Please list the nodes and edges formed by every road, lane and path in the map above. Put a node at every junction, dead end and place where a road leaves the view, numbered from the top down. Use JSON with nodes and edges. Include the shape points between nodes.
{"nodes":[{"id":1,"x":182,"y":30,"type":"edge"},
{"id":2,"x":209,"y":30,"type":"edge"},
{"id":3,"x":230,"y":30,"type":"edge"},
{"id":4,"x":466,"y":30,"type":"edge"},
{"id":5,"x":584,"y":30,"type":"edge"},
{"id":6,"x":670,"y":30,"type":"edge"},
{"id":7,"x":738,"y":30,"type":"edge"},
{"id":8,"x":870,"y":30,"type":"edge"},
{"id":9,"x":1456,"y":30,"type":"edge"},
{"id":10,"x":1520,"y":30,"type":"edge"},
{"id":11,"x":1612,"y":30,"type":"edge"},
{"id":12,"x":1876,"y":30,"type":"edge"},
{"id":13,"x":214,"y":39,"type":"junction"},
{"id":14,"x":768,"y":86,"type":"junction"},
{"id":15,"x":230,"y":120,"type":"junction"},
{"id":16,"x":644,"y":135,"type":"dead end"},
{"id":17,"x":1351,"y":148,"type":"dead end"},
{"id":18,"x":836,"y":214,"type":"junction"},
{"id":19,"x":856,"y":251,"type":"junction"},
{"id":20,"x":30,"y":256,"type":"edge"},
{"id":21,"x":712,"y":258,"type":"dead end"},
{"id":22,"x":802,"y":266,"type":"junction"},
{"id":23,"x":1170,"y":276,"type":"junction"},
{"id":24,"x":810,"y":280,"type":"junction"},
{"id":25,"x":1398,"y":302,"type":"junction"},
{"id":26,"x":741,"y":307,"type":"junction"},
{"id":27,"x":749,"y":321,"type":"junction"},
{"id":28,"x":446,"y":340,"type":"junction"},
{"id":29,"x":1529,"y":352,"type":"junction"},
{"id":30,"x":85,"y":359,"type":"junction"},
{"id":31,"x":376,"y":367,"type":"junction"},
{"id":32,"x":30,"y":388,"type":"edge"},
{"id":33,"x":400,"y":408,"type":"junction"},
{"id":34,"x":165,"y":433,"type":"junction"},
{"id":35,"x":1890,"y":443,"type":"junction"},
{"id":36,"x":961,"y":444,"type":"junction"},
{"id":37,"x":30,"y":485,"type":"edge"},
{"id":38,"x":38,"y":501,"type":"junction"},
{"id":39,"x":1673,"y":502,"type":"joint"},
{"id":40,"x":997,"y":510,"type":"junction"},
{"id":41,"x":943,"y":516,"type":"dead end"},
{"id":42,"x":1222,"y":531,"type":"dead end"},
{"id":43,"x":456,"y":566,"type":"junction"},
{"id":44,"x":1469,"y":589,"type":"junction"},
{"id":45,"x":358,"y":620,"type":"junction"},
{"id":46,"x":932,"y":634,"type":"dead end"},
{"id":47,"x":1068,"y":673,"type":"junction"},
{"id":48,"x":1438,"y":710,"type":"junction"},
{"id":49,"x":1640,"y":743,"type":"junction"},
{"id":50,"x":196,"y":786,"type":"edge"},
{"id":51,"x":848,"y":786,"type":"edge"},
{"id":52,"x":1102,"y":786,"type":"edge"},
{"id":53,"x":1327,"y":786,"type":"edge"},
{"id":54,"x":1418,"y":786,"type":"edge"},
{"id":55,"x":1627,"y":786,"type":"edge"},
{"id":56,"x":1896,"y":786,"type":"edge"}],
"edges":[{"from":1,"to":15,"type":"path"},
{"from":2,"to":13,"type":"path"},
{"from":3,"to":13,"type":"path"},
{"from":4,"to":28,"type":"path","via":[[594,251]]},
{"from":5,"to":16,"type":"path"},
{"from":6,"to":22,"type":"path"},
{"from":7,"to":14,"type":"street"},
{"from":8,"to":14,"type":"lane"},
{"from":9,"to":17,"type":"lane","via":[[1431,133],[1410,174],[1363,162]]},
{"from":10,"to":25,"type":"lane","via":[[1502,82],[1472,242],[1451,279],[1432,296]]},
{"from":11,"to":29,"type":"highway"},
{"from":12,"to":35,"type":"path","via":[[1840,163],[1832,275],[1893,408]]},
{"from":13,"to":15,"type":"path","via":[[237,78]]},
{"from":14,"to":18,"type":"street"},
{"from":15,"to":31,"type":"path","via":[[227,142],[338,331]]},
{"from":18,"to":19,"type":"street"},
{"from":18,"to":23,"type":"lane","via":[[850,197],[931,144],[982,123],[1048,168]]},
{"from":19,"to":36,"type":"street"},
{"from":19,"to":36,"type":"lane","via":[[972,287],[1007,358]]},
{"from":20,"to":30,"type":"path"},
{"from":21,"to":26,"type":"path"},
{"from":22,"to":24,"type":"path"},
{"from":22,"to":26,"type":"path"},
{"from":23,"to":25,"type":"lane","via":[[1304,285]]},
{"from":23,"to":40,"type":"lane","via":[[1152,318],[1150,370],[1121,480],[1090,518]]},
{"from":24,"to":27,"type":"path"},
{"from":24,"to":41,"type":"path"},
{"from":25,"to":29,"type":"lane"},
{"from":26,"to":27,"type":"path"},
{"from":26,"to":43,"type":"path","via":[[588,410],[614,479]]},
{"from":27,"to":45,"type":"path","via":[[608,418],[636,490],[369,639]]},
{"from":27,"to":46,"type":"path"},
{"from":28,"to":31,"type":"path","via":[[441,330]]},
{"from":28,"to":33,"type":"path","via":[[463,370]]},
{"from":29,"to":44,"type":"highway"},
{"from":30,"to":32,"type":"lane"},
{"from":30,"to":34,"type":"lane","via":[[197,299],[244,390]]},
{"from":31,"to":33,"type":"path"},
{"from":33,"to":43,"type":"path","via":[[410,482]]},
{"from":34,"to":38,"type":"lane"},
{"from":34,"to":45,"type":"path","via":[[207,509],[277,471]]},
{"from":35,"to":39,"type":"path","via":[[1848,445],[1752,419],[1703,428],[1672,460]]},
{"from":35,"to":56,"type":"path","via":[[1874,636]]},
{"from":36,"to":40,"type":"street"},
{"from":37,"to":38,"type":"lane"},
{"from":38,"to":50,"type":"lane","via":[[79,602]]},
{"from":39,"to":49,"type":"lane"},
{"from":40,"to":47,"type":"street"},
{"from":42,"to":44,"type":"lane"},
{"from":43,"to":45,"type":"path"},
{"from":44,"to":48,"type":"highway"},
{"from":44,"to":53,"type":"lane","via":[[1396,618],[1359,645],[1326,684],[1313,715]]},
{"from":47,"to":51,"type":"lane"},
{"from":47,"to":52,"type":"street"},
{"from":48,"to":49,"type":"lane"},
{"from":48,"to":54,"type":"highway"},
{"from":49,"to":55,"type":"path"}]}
━━━━
▶ TASK ITEM
An exact copy of the listing is what's needed here.

▶ WRITTEN RESPONSE
Please list the nodes and edges formed by every road, lane and path in the map above. Put a node at every junction, dead end and place where a road leaves the view, numbered from the top down. Use JSON with nodes and edges. Include the shape points between nodes.
{"nodes":[{"id":1,"x":182,"y":30,"type":"edge"},
{"id":2,"x":209,"y":30,"type":"edge"},
{"id":3,"x":230,"y":30,"type":"edge"},
{"id":4,"x":466,"y":30,"type":"edge"},
{"id":5,"x":584,"y":30,"type":"edge"},
{"id":6,"x":670,"y":30,"type":"edge"},
{"id":7,"x":738,"y":30,"type":"edge"},
{"id":8,"x":870,"y":30,"type":"edge"},
{"id":9,"x":1456,"y":30,"type":"edge"},
{"id":10,"x":1520,"y":30,"type":"edge"},
{"id":11,"x":1612,"y":30,"type":"edge"},
{"id":12,"x":1876,"y":30,"type":"edge"},
{"id":13,"x":214,"y":39,"type":"junction"},
{"id":14,"x":768,"y":86,"type":"junction"},
{"id":15,"x":230,"y":120,"type":"junction"},
{"id":16,"x":644,"y":135,"type":"dead end"},
{"id":17,"x":1351,"y":148,"type":"dead end"},
{"id":18,"x":836,"y":214,"type":"junction"},
{"id":19,"x":856,"y":251,"type":"junction"},
{"id":20,"x":30,"y":256,"type":"edge"},
{"id":21,"x":712,"y":258,"type":"dead end"},
{"id":22,"x":802,"y":266,"type":"junction"},
{"id":23,"x":1170,"y":276,"type":"junction"},
{"id":24,"x":810,"y":280,"type":"junction"},
{"id":25,"x":1398,"y":302,"type":"junction"},
{"id":26,"x":741,"y":307,"type":"junction"},
{"id":27,"x":749,"y":321,"type":"junction"},
{"id":28,"x":446,"y":340,"type":"junction"},
{"id":29,"x":1529,"y":352,"type":"junction"},
{"id":30,"x":85,"y":359,"type":"junction"},
{"id":31,"x":376,"y":367,"type":"junction"},
{"id":32,"x":30,"y":388,"type":"edge"},
{"id":33,"x":400,"y":408,"type":"junction"},
{"id":34,"x":165,"y":433,"type":"junction"},
{"id":35,"x":1890,"y":443,"type":"junction"},
{"id":36,"x":961,"y":444,"type":"junction"},
{"id":37,"x":30,"y":485,"type":"edge"},
{"id":38,"x":38,"y":501,"type":"junction"},
{"id":39,"x":1673,"y":502,"type":"joint"},
{"id":40,"x":997,"y":510,"type":"junction"},
{"id":41,"x":943,"y":516,"type":"dead end"},
{"id":42,"x":1222,"y":531,"type":"dead end"},
{"id":43,"x":456,"y":566,"type":"junction"},
{"id":44,"x":1469,"y":589,"type":"junction"},
{"id":45,"x":358,"y":620,"type":"junction"},
{"id":46,"x":932,"y":634,"type":"dead end"},
{"id":47,"x":1068,"y":673,"type":"junction"},
{"id":48,"x":1438,"y":710,"type":"junction"},
{"id":49,"x":1640,"y":743,"type":"junction"},
{"id":50,"x":196,"y":786,"type":"edge"},
{"id":51,"x":848,"y":786,"type":"edge"},
{"id":52,"x":1102,"y":786,"type":"edge"},
{"id":53,"x":1327,"y":786,"type":"edge"},
{"id":54,"x":1418,"y":786,"type":"edge"},
{"id":55,"x":1627,"y":786,"type":"edge"},
{"id":56,"x":1896,"y":786,"type":"edge"}],
"edges":[{"from":1,"to":15,"type":"path"},
{"from":2,"to":13,"type":"path"},
{"from":3,"to":13,"type":"path"},
{"from":4,"to":28,"type":"path","via":[[594,251]]},
{"from":5,"to":16,"type":"path"},
{"from":6,"to":22,"type":"path"},
{"from":7,"to":14,"type":"street"},
{"from":8,"to":14,"type":"lane"},
{"from":9,"to":17,"type":"lane","via":[[1431,133],[1410,174],[1363,162]]},
{"from":10,"to":25,"type":"lane","via":[[1502,82],[1472,242],[1451,279],[1432,296]]},
{"from":11,"to":29,"type":"highway"},
{"from":12,"to":35,"type":"path","via":[[1840,163],[1832,275],[1893,408]]},
{"from":13,"to":15,"type":"path","via":[[237,78]]},
{"from":14,"to":18,"type":"street"},
{"from":15,"to":31,"type":"path","via":[[227,142],[338,331]]},
{"from":18,"to":19,"type":"street"},
{"from":18,"to":23,"type":"lane","via":[[850,197],[931,144],[982,123],[1048,168]]},
{"from":19,"to":36,"type":"street"},
{"from":19,"to":36,"type":"lane","via":[[972,287],[1007,358]]},
{"from":20,"to":30,"type":"path"},
{"from":21,"to":26,"type":"path"},
{"from":22,"to":24,"type":"path"},
{"from":22,"to":26,"type":"path"},
{"from":23,"to":25,"type":"lane","via":[[1304,285]]},
{"from":23,"to":40,"type":"lane","via":[[1152,318],[1150,370],[1121,480],[1090,518]]},
{"from":24,"to":27,"type":"path"},
{"from":24,"to":41,"type":"path"},
{"from":25,"to":29,"type":"lane"},
{"from":26,"to":27,"type":"path"},
{"from":26,"to":43,"type":"path","via":[[588,410],[614,479]]},
{"from":27,"to":45,"type":"path","via":[[608,418],[636,490],[369,639]]},
{"from":27,"to":46,"type":"path"},
{"from":28,"to":31,"type":"path","via":[[441,330]]},
{"from":28,"to":33,"type":"path","via":[[463,370]]},
{"from":29,"to":44,"type":"highway"},
{"from":30,"to":32,"type":"lane"},
{"from":30,"to":34,"type":"lane","via":[[197,299],[244,390]]},
{"from":31,"to":33,"type":"path"},
{"from":33,"to":43,"type":"path","via":[[410,482]]},
{"from":34,"to":38,"type":"lane"},
{"from":34,"to":45,"type":"path","via":[[207,509],[277,471]]},
{"from":35,"to":39,"type":"path","via":[[1848,445],[1752,419],[1703,428],[1672,460]]},
{"from":35,"to":56,"type":"path","via":[[1874,636]]},
{"from":36,"to":40,"type":"street"},
{"from":37,"to":38,"type":"lane"},
{"from":38,"to":50,"type":"lane","via":[[79,602]]},
{"from":39,"to":49,"type":"lane"},
{"from":40,"to":47,"type":"street"},
{"from":42,"to":44,"type":"lane"},
{"from":43,"to":45,"type":"path"},
{"from":44,"to":48,"type":"highway"},
{"from":44,"to":53,"type":"lane","via":[[1396,618],[1359,645],[1326,684],[1313,715]]},
{"from":47,"to":51,"type":"lane"},
{"from":47,"to":52,"type":"street"},
{"from":48,"to":49,"type":"lane"},
{"from":48,"to":54,"type":"highway"},
{"from":49,"to":55,"type":"path"}]}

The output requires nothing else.